Obama's pal, Senator Tom Coburn on, of all things, Medicare:
Responding to a man in Langley who asked if Obama “wants to destroy America,” Coburn said the president is “very bright” and loves his country but has a political philosophy that is “goofy and wrong.”
Obama's “intent is not to destroy, his intent is to create dependency because it worked so well for him,” he said.
“As an African-American male,” Coburn said, Obama received “tremendous advantage from a lot of these programs.”
So, I think the notion that somehow black people benefit from social insurance like Medicare but white people don't is a pretty ugly one, but fairly central to the effectiveness of the conservative argument against the welfare state.

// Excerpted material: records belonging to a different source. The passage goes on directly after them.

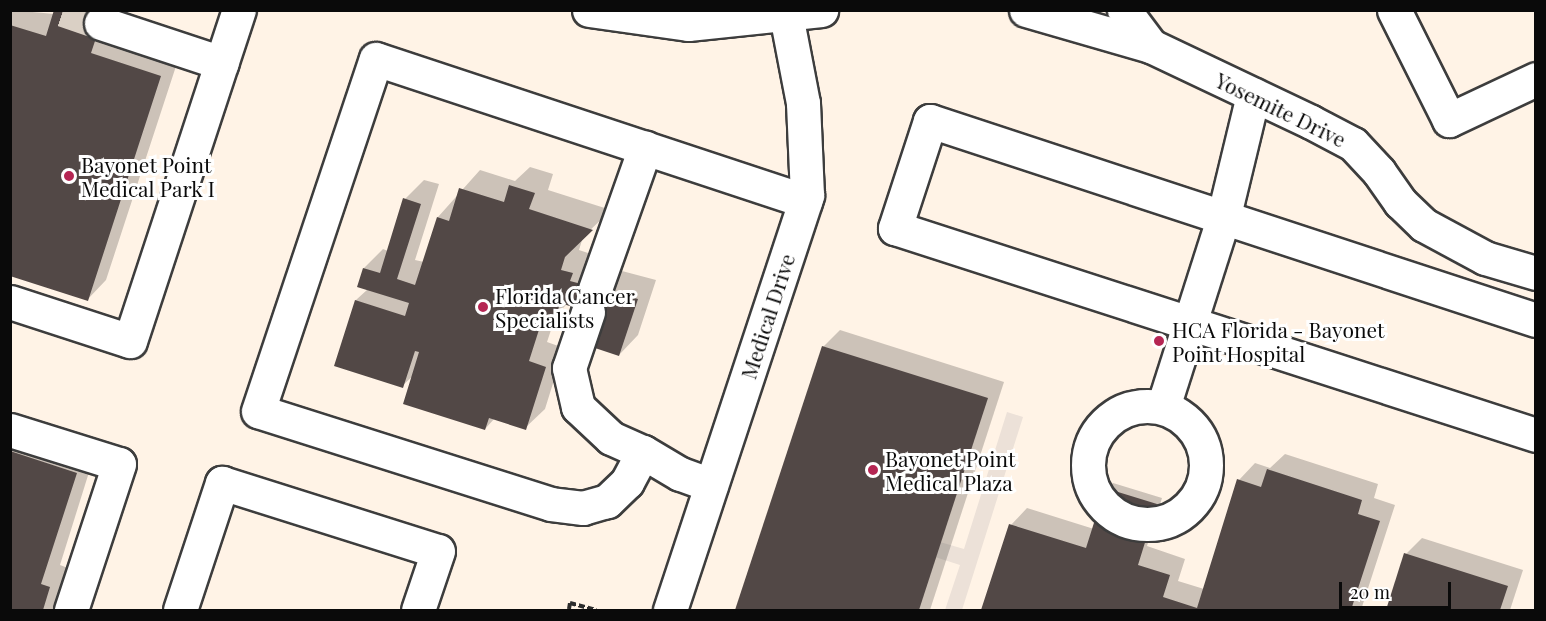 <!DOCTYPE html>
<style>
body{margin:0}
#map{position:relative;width:1546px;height:621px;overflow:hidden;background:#fff3e6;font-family:"Playfair Display",serif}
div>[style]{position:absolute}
.plaza>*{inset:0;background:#ece1d8}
.shadow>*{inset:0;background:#0003}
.building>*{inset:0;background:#524846}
.minor-tunnel>*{height:33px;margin-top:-16.5px;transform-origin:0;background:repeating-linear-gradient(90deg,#dad0c5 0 33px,transparent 0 49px)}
.path>*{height:4px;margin-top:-2px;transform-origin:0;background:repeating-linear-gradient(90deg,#2c2c2c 0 6px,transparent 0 9px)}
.roads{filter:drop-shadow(2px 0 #3d3d3d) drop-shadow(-2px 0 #3d3d3d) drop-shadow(0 2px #3d3d3d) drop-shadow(0 -2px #3d3d3d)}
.minor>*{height:33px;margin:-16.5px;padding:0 16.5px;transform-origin:16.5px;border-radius:16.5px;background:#fff}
.minor>.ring{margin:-16.5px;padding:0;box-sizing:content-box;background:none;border:33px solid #fff;border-radius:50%}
.dots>*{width:16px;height:16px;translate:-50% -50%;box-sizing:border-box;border:3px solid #fff;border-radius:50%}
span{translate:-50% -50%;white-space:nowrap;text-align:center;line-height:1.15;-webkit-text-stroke:6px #fff;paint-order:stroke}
.street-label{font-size:21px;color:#0a0a0a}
.poi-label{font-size:21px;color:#0a0a0a}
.left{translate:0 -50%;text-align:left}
.frame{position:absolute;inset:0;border:12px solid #0a0a0a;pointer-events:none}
.scale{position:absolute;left:1339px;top:582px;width:112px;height:27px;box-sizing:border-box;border:3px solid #0a0a0a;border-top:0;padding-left:8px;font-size:18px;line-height:21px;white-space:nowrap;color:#0a0a0a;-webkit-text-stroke:4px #fff;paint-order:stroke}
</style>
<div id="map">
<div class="plaza">
<i style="clip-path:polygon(1007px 412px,1023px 417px,962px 610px,945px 610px,960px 565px,935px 557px,940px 542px,964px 549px)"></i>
</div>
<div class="shadow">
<i style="clip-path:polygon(10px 10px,55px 14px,56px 10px,117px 10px,109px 34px,179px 57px,106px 280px,87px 300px,10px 275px)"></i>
<i style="clip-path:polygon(530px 167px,553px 174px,548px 190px,611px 210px,583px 237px,579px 250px,591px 254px,588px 262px,656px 280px,638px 335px,619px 355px,604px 315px,568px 303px,556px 315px,547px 342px,564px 348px,545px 409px,525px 428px,495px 418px,485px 429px,414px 375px,402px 386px,336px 365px,356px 300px,368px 289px,364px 268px,383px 249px,388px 251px,405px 199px,424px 180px,439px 184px,415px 260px,424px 262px,438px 217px,480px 170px,515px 181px)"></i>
<i style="clip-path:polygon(840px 330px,1004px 382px,930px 610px,737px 610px,823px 347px)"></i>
<i style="clip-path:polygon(10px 446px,95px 453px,60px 565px,68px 568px,55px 610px,10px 610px)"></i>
<i style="clip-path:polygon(1285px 454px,1378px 484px,1374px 498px,1395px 505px,1361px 610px,983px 610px,1011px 525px,1027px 508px,1094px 529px,1107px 489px,1113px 483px,1162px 498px,1147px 546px,1185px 559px,1178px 581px,1204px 589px,1239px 480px,1255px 463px,1270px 468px)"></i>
<i style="clip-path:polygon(1422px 538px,1523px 570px,1510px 610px,1388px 610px,1406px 554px)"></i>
</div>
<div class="building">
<i style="clip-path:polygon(54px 10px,104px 14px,91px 53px,161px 76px,88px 301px,10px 276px,10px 25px,46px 36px)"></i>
<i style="clip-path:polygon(509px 185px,535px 193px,529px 209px,593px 230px,565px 257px,561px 270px,573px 273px,570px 281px,638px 299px,619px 356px,592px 347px,602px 316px,560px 303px,556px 317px,544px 314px,529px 361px,546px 367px,526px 430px,489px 418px,485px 430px,403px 404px,419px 352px,415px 351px,403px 388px,334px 366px,355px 300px,405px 316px,409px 303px,357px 287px,363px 268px,380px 273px,403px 198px,421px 204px,397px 279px,415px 285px,437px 217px,449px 221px,459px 188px,504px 202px)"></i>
<i style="clip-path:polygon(822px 346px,988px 398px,919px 610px,735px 610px)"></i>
<i style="clip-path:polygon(10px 451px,77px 473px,41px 584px,50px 587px,43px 610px,10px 610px)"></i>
<i style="clip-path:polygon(1267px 469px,1362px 500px,1358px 514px,1380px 521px,1351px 610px,981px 610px,1009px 524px,1086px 548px,1105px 488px,1157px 504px,1138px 565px,1170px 575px,1163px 597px,1197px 608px,1237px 479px,1261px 487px)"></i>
<i style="clip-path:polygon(1404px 553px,1508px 586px,1500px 610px,1386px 610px)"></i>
</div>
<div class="minor-tunnel">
<i style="left:63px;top:10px;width:40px;rotate:18.9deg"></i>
</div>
<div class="path">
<i style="left:569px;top:609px;width:6px;rotate:-81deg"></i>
<i style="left:570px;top:603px;width:27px;rotate:15deg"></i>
</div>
<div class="roads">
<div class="minor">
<i style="left:589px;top:10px;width:100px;rotate:8deg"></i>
<i style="left:688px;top:24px;width:134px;rotate:-6deg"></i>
<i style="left:1026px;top:10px;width:130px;rotate:16.1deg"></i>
<i style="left:1151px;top:46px;width:177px;rotate:25.4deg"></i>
<i style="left:1311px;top:122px;width:47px;rotate:27.6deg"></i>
<i style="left:1353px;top:144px;width:38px;rotate:47deg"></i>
<i style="left:1379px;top:172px;width:37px;rotate:55deg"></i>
<i style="left:1400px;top:202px;width:33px;rotate:44deg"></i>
<i style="left:1424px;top:225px;width:69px;rotate:28.4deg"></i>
<i style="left:1485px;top:258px;width:53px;rotate:16.4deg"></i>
<i style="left:1124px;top:10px;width:45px;rotate:53.1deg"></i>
<i style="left:1394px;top:10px;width:123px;rotate:63.4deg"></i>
<i style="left:1449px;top:120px;width:96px;rotate:-25.2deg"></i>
<i style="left:101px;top:23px;width:127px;rotate:18.3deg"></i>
<i style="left:595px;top:289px;width:150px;rotate:-70.5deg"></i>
<i style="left:10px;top:302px;width:126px;rotate:18deg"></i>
<i style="left:130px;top:341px;width:348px;rotate:-71.8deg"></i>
<i style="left:588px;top:312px;width:59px;rotate:108.7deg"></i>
<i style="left:569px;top:368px;width:40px;rotate:77deg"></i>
<i style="left:578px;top:407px;width:45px;rotate:43.2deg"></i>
<i style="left:611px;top:438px;width:35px;rotate:24deg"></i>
<i style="left:1536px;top:320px;width:638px;rotate:-161.82deg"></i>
<i style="left:930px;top:121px;width:113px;rotate:108.1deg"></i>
<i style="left:895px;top:228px;width:674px;rotate:17.9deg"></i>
<i class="ring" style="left:1088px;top:406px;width:85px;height:85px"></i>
<i style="left:1163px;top:407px;width:197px;rotate:-72.3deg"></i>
<i style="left:1223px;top:219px;width:128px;rotate:-76.4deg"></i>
<i style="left:10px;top:430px;width:114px;rotate:17.3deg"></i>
<i style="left:119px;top:464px;width:154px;rotate:108.2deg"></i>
<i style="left:711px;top:485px;width:33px;rotate:-160deg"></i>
<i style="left:680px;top:474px;width:43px;rotate:-149.3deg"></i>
<i style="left:643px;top:452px;width:34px;rotate:118deg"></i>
<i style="left:627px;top:482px;width:28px;rotate:136deg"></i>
<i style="left:607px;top:501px;width:25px;rotate:164deg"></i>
<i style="left:583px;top:508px;width:32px;rotate:-173deg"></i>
<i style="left:551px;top:504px;width:307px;rotate:-162.4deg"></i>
<i style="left:258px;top:411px;width:371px;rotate:-71.5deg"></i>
<i style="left:376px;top:59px;width:452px;rotate:18.3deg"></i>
<i style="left:180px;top:610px;width:134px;rotate:-71.7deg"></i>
<i style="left:222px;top:483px;width:226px;rotate:17.5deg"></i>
<i style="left:438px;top:551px;width:62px;rotate:108.7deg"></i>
<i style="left:670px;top:610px;width:437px;rotate:-71.7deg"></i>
<i style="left:807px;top:195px;width:92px;rotate:-92.5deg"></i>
<i style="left:803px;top:103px;width:90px;rotate:-100.9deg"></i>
</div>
</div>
<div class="dots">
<i style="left:69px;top:176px;background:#b52653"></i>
<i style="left:483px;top:307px;background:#b52653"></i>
<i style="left:1159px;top:341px;background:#b52653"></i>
<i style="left:873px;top:470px;background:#b52653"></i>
</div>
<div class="street-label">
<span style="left:1281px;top:109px;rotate:26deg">Yosemite Drive</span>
<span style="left:767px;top:316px;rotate:-72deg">Medical Drive</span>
</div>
<div class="poi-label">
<span class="left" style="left:81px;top:176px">Bayonet Point<br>Medical Park I</span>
<span class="left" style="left:495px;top:307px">Florida Cancer<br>Specialists</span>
<span class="left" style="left:1172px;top:341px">HCA Florida - Bayonet<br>Point Hospital</span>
<span class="left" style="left:885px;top:470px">Bayonet Point<br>Medical Plaza</span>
</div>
<div class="frame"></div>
<div class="scale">20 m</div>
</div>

Even as Republicans win elections by scaring the crap out of white seniors over cuts to Medicare, and Democrats do the same, somehow, the notion that black people are the ones gaining a "tremendous advantage" prevails. Turns out "entitlement" has more than one meaning here.
What I enjoy about this argument though, is that where most conservatives try to argue that these programs don't do what they're supposed to do, Coburn essentially grants the notion that these programs help people who otherwise would lack the means to do so--that in fact, a little help from the government can help someone from a family of modest means become the president of the United States.He just thinks that the government making sure poor people and old people have health care is "goofy," because it's morally wrong that people aren't consigned to poverty by virtue of being born into a family that can't afford health care.